Quelquefois une expression peut être de la plus grande bonté relative, sans avoir la bonté absolue. Raphaël nous offre un exemple frappant d’une expression de ce genre. Pour qu’un homme en étouffe un autre sous ses pieds, il faut qu’il fasse usage de toutes ses forces, & encore seront-elles insuffisantes. Mais dans le tableau de Raphaël, faint Michel, pour écraser le démon, ne le touche même pas. C’est que le saint archange a reçu pour cette action une partie de la puissance de Dieu même ; un geste, une intention lui suffit pour opérer. Son expression seroit donc insuffisante, même ridicule, s’il s’agissoit d’un homme : elle est sublime lorsqu’il s’agis d’un ministre de la divinité, & Raphaël a peut-être été de tous les peintres le seul capable de la trouver.

Comme il est resté jusqu’a présent le plus grand maître dans cette belle partie de l’art, nous croyons, pour faire connoître à cet égard ses principes & sa pratique, devoir transcrire ici ce qu’en a dit un peintre célèbre qui l’avoit beaucoup étudié.

« L’esprit de Raphaël éroit philosophique, & ne pouvoit être touché que des choses qui ont quelque expression. Il conçut les premieres idées de l’expression figurée en voyant les ouvrages de Massacio, & les cartons de Léonard de Vinci. C’est d’après eux qu’il considéra la nature sous toutes ses faces, s’attachant particulièrement aux affections de l’ame, & à leurs effets sur le corps. »
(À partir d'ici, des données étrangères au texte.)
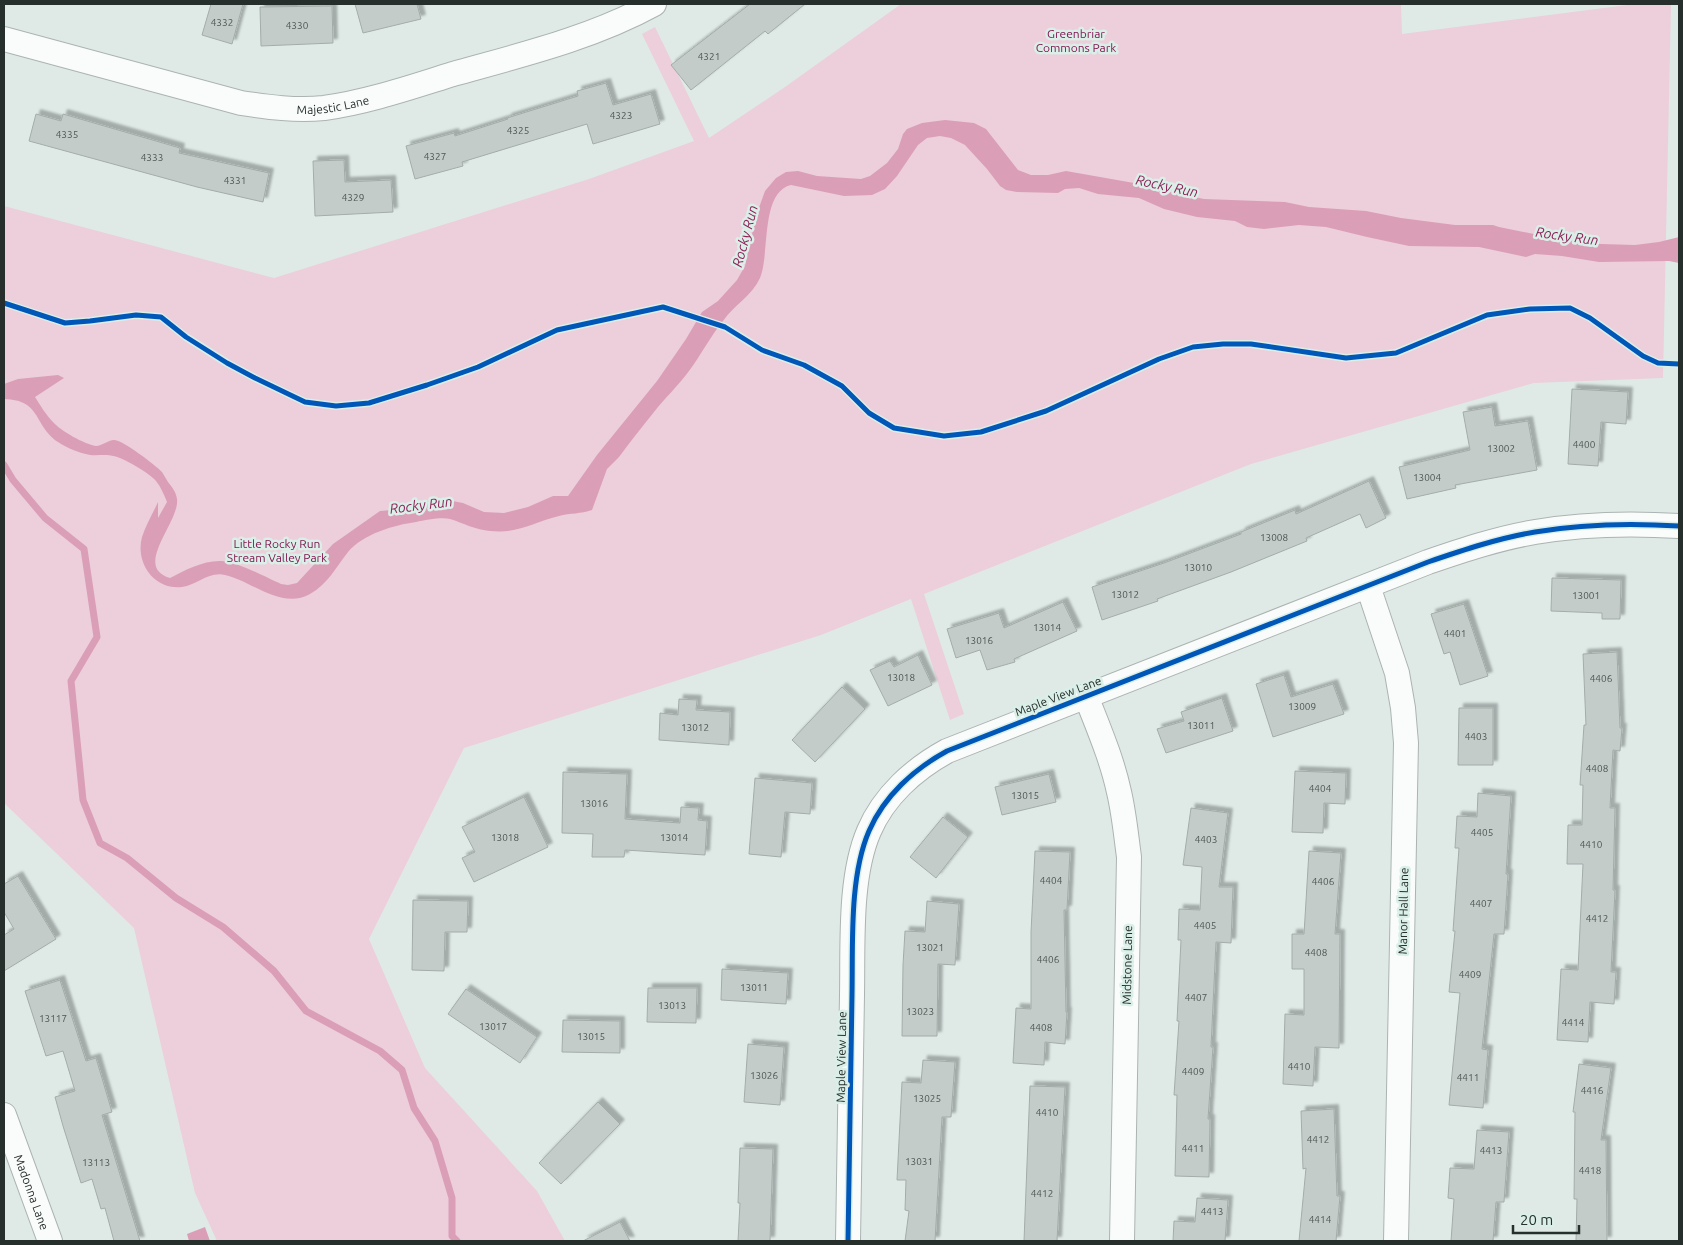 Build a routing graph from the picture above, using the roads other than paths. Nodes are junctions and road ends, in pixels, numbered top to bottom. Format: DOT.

« Son premier soin, quand il vouloit composer un tableau, étoit de penser à l’expression ; c’est-à-dire, d’examiner suivant le sujet, quelles passions devoient animer les personnages en général ; ensuite il calculoit les dégrés de ces passions, & déterminoit les personnages auxquels il falloit les donner ; quelles espèces de figures il devoit employer ; quel devoit être leur nombre, & à quelle distance de l’objet principal il étoit convenable qu’el1es fussent placées pour mieux concourir à l’effet général. Par ce moyen il concevoit l’étendue de son ouvrage, déterminoit la grandeur du champ qu’il devoit remplir, & les rapports mutuels de l’expression de l’objet principal, & de celle des principaux grouppes. Il considéroit si l’action se bornoit au moment actuel, ou si elle devoit s’étendre au-delà ; si elle étoit d’une expression forte ou foible, ou tempérée ; si elle avoit été précédée de quelque événement antérieur, ou si quelque événement postérieur devoit la suivre ; si la scène étoit tranquille ou tumultueuse, agréable ou triste, ordinaire ou singuliere, paisiblement ou tumultueusement lugubre. »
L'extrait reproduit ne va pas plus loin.